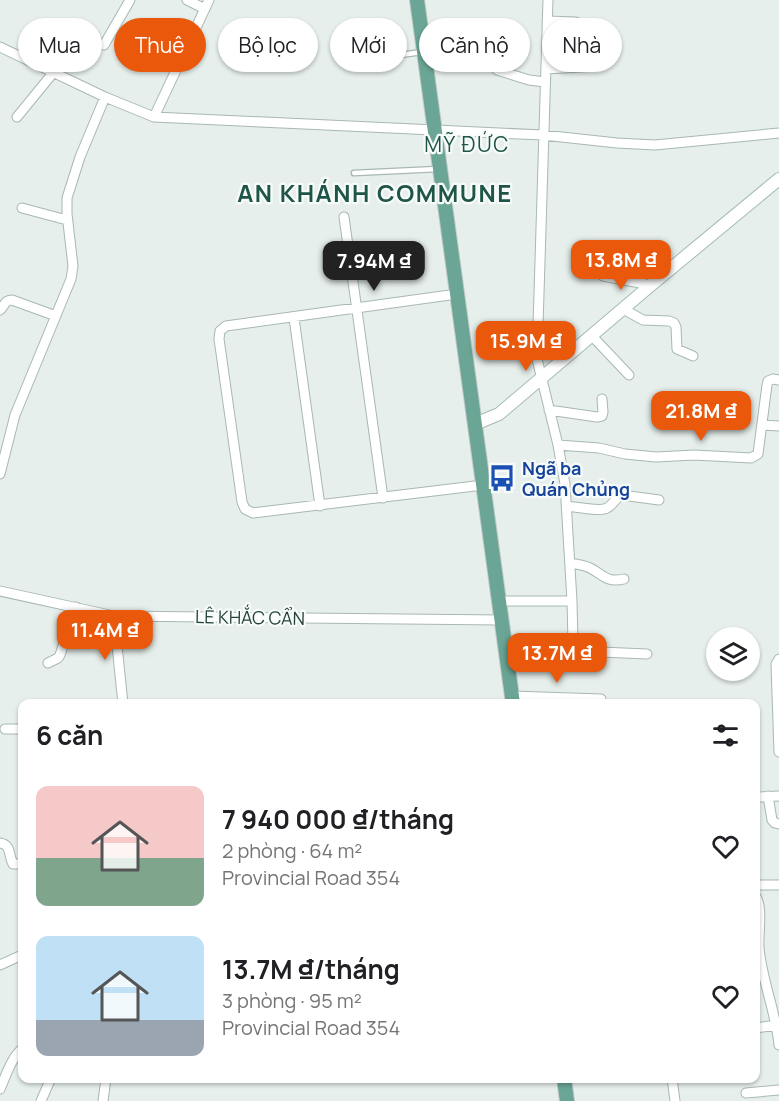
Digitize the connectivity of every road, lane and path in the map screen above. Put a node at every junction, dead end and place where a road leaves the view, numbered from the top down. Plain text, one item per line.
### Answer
1 (130, 0) edge
2 (187, 0) edge
3 (417, 0) edge
4 (548, 0) edge
5 (207, 4) edge
6 (419, 18) edge
7 (547, 18) edge
8 (104, 45) dead end
9 (0, 47) edge
10 (427, 72) edge
11 (503, 72) edge
12 (546, 72) edge
13 (53, 73) junction
14 (545, 82) junction
15 (105, 97) junction
16 (17, 117) dead end
17 (154, 117) junction
18 (436, 129) junction
19 (779, 133) edge
20 (543, 135) junction
21 (440, 169) junction
22 (354, 173) dead end
23 (779, 179) edge
24 (22, 208) dead end
25 (344, 217) dead end
26 (67, 220) junction
27 (628, 251) dead end
28 (670, 269) junction
29 (603, 276) dead end
30 (651, 285) junction
31 (457, 294) junction
32 (357, 308) junction
33 (623, 309) junction
34 (0, 310) edge
35 (56, 316) junction
36 (294, 318) junction
37 (592, 336) junction
38 (693, 356) dead end
39 (629, 375) dead end
40 (542, 378) junction
41 (779, 380) edge
42 (602, 399) dead end
43 (549, 410) junction
44 (475, 424) junction
45 (762, 425) junction
46 (779, 426) edge
47 (3, 444) edge
48 (558, 445) junction
49 (0, 474) edge
50 (483, 485) junction
51 (383, 498) junction
52 (659, 500) dead end
53 (320, 506) junction
54 (567, 506) junction
55 (570, 563) junction
56 (624, 579) dead end
57 (0, 591) edge
58 (499, 601) junction
59 (572, 601) junction
60 (76, 608) junction
61 (114, 616) junction
62 (502, 620) junction
63 (647, 654) dead end
64 (779, 659) edge
65 (48, 663) dead end
66 (122, 699) edge
67 (513, 699) edge
68 (5, 729) dead end
69 (18, 729) edge
70 (779, 752) edge
71 (768, 796) junction
72 (779, 796) edge
73 (760, 797) edge
74 (779, 824) edge
75 (0, 843) edge
76 (18, 864) edge
77 (760, 885) edge
78 (779, 885) edge
79 (760, 955) edge
80 (18, 957) edge
81 (0, 965) edge
82 (776, 1025) junction
83 (760, 1027) edge
84 (779, 1045) edge
85 (18, 1052) edge
86 (779, 1079) edge
87 (49, 1083) edge
88 (105, 1083) edge
89 (565, 1083) edge
90 (673, 1083) edge
91 (0, 1089) edge
92 (779, 1090) edge
93 (746, 1093) dead end
94 (41, 1101) edge
95 (103, 1101) edge
96 (567, 1101) edge
97 (675, 1101) edge

1 - 8 street
2 - 5 street
3 - 6 main road
4 - 7 street
5 - 17 street
9 - 13 street
10 - 18 main road
11 - 14 street
12 - 14 street
13 - 15 street
13 - 16 street
14 - 20 street
15 - 17 street
15 - 26 street
17 - 18 street
18 - 20 street
18 - 21 main road
19 - 20 street
20 - 40 street
21 - 22 lane
21 - 31 main road
23 - 28 main road
24 - 26 street
25 - 32 street
26 - 35 street
27 - 28 street
28 - 30 main road
29 - 30 street
30 - 33 main road
31 - 32 street
31 - 44 main road
32 - 36 street
32 - 51 street
33 - 37 main road
33 - 38 street
34 - 35 street
35 - 47 street
36 - 53 street
36 - 53 street
37 - 39 street
37 - 40 main road
40 - 43 street
40 - 44 main road
41 - 45 street
42 - 43 street
43 - 48 street
44 - 50 main road
45 - 46 street
45 - 48 street
47 - 49 street
48 - 54 street
50 - 51 street
50 - 58 main road
51 - 53 street
52 - 54 street
54 - 55 street
55 - 56 street
55 - 59 street
57 - 60 street, LÊ KHẮC CẨN
58 - 59 street
58 - 62 main road
59 - 63 street
60 - 61 street, LÊ KHẮC CẨN
60 - 65 street
61 - 62 street, LÊ KHẮC CẨN
61 - 66 street
62 - 67 main road
64 - 70 street
68 - 69 street
71 - 72 street
71 - 73 street
71 - 74 street
75 - 76 street
77 - 78 street
79 - 82 street
80 - 81 street
82 - 83 street
82 - 84 street
85 - 91 street
86 - 92 street
87 - 94 street
88 - 95 street
89 - 96 main road
90 - 97 street
92 - 93 street

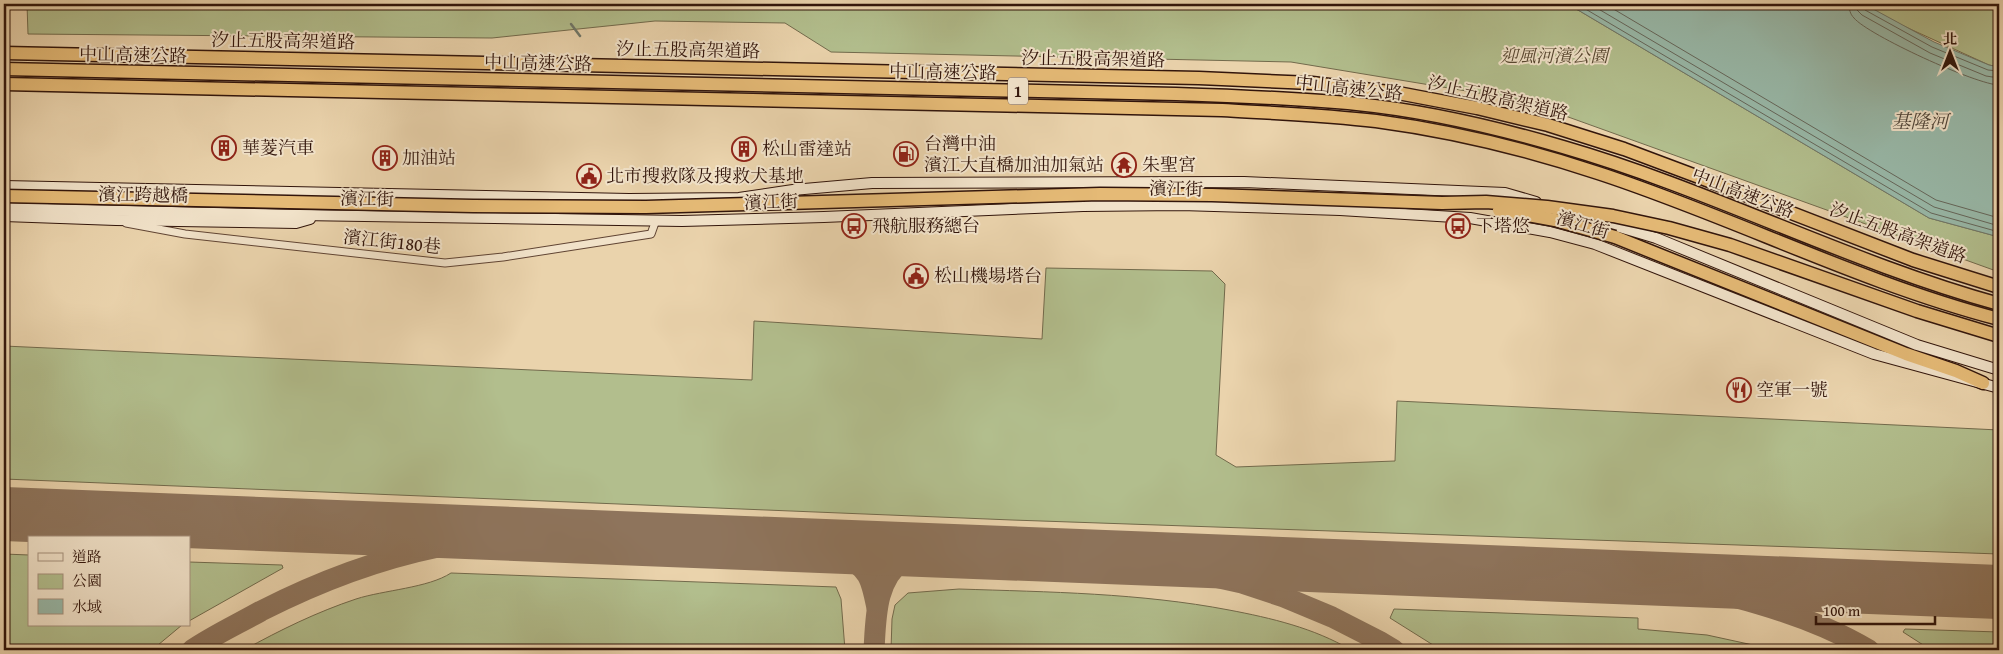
───
§ Work to be completed
Every line of the data is to be transcribed exactly, and no picture is to be included.

§ Answer space
Digitize the connectivity of every road, lane and path in the map screen above. Put a node at every junction, dead end and place where a road leaves the view, numbered from the top down. Plain text, one item per line.
### Answer
1 (130, 0) edge
2 (187, 0) edge
3 (417, 0) edge
4 (548, 0) edge
5 (207, 4) edge
6 (419, 18) edge
7 (547, 18) edge
8 (104, 45) dead end
9 (0, 47) edge
10 (427, 72) edge
11 (503, 72) edge
12 (546, 72) edge
13 (53, 73) junction
14 (545, 82) junction
15 (105, 97) junction
16 (17, 117) dead end
17 (154, 117) junction
18 (436, 129) junction
19 (779, 133) edge
20 (543, 135) junction
21 (440, 169) junction
22 (354, 173) dead end
23 (779, 179) edge
24 (22, 208) dead end
25 (344, 217) dead end
26 (67, 220) junction
27 (628, 251) dead end
28 (670, 269) junction
29 (603, 276) dead end
30 (651, 285) junction
31 (457, 294) junction
32 (357, 308) junction
33 (623, 309) junction
34 (0, 310) edge
35 (56, 316) junction
36 (294, 318) junction
37 (592, 336) junction
38 (693, 356) dead end
39 (629, 375) dead end
40 (542, 378) junction
41 (779, 380) edge
42 (602, 399) dead end
43 (549, 410) junction
44 (475, 424) junction
45 (762, 425) junction
46 (779, 426) edge
47 (3, 444) edge
48 (558, 445) junction
49 (0, 474) edge
50 (483, 485) junction
51 (383, 498) junction
52 (659, 500) dead end
53 (320, 506) junction
54 (567, 506) junction
55 (570, 563) junction
56 (624, 579) dead end
57 (0, 591) edge
58 (499, 601) junction
59 (572, 601) junction
60 (76, 608) junction
61 (114, 616) junction
62 (502, 620) junction
63 (647, 654) dead end
64 (779, 659) edge
65 (48, 663) dead end
66 (122, 699) edge
67 (513, 699) edge
68 (5, 729) dead end
69 (18, 729) edge
70 (779, 752) edge
71 (768, 796) junction
72 (779, 796) edge
73 (760, 797) edge
74 (779, 824) edge
75 (0, 843) edge
76 (18, 864) edge
77 (760, 885) edge
78 (779, 885) edge
79 (760, 955) edge
80 (18, 957) edge
81 (0, 965) edge
82 (776, 1025) junction
83 (760, 1027) edge
84 (779, 1045) edge
85 (18, 1052) edge
86 (779, 1079) edge
87 (49, 1083) edge
88 (105, 1083) edge
89 (565, 1083) edge
90 (673, 1083) edge
91 (0, 1089) edge
92 (779, 1090) edge
93 (746, 1093) dead end
94 (41, 1101) edge
95 (103, 1101) edge
96 (567, 1101) edge
97 (675, 1101) edge

1 - 8 street
2 - 5 street
3 - 6 main road
4 - 7 street
5 - 17 street
9 - 13 street
10 - 18 main road
11 - 14 street
12 - 14 street
13 - 15 street
13 - 16 street
14 - 20 street
15 - 17 street
15 - 26 street
17 - 18 street
18 - 20 street
18 - 21 main road
19 - 20 street
20 - 40 street
21 - 22 lane
21 - 31 main road
23 - 28 main road
24 - 26 street
25 - 32 street
26 - 35 street
27 - 28 street
28 - 30 main road
29 - 30 street
30 - 33 main road
31 - 32 street
31 - 44 main road
32 - 36 street
32 - 51 street
33 - 37 main road
33 - 38 street
34 - 35 street
35 - 47 street
36 - 53 street
36 - 53 street
37 - 39 street
37 - 40 main road
40 - 43 street
40 - 44 main road
41 - 45 street
42 - 43 street
43 - 48 street
44 - 50 main road
45 - 46 street
45 - 48 street
47 - 49 street
48 - 54 street
50 - 51 street
50 - 58 main road
51 - 53 street
52 - 54 street
54 - 55 street
55 - 56 street
55 - 59 street
57 - 60 street, LÊ KHẮC CẨN
58 - 59 street
58 - 62 main road
59 - 63 street
60 - 61 street, LÊ KHẮC CẨN
60 - 65 street
61 - 62 street, LÊ KHẮC CẨN
61 - 66 street
62 - 67 main road
64 - 70 street
68 - 69 street
71 - 72 street
71 - 73 street
71 - 74 street
75 - 76 street
77 - 78 street
79 - 82 street
80 - 81 street
82 - 83 street
82 - 84 street
85 - 91 street
86 - 92 street
87 - 94 street
88 - 95 street
89 - 96 main road
90 - 97 street
92 - 93 street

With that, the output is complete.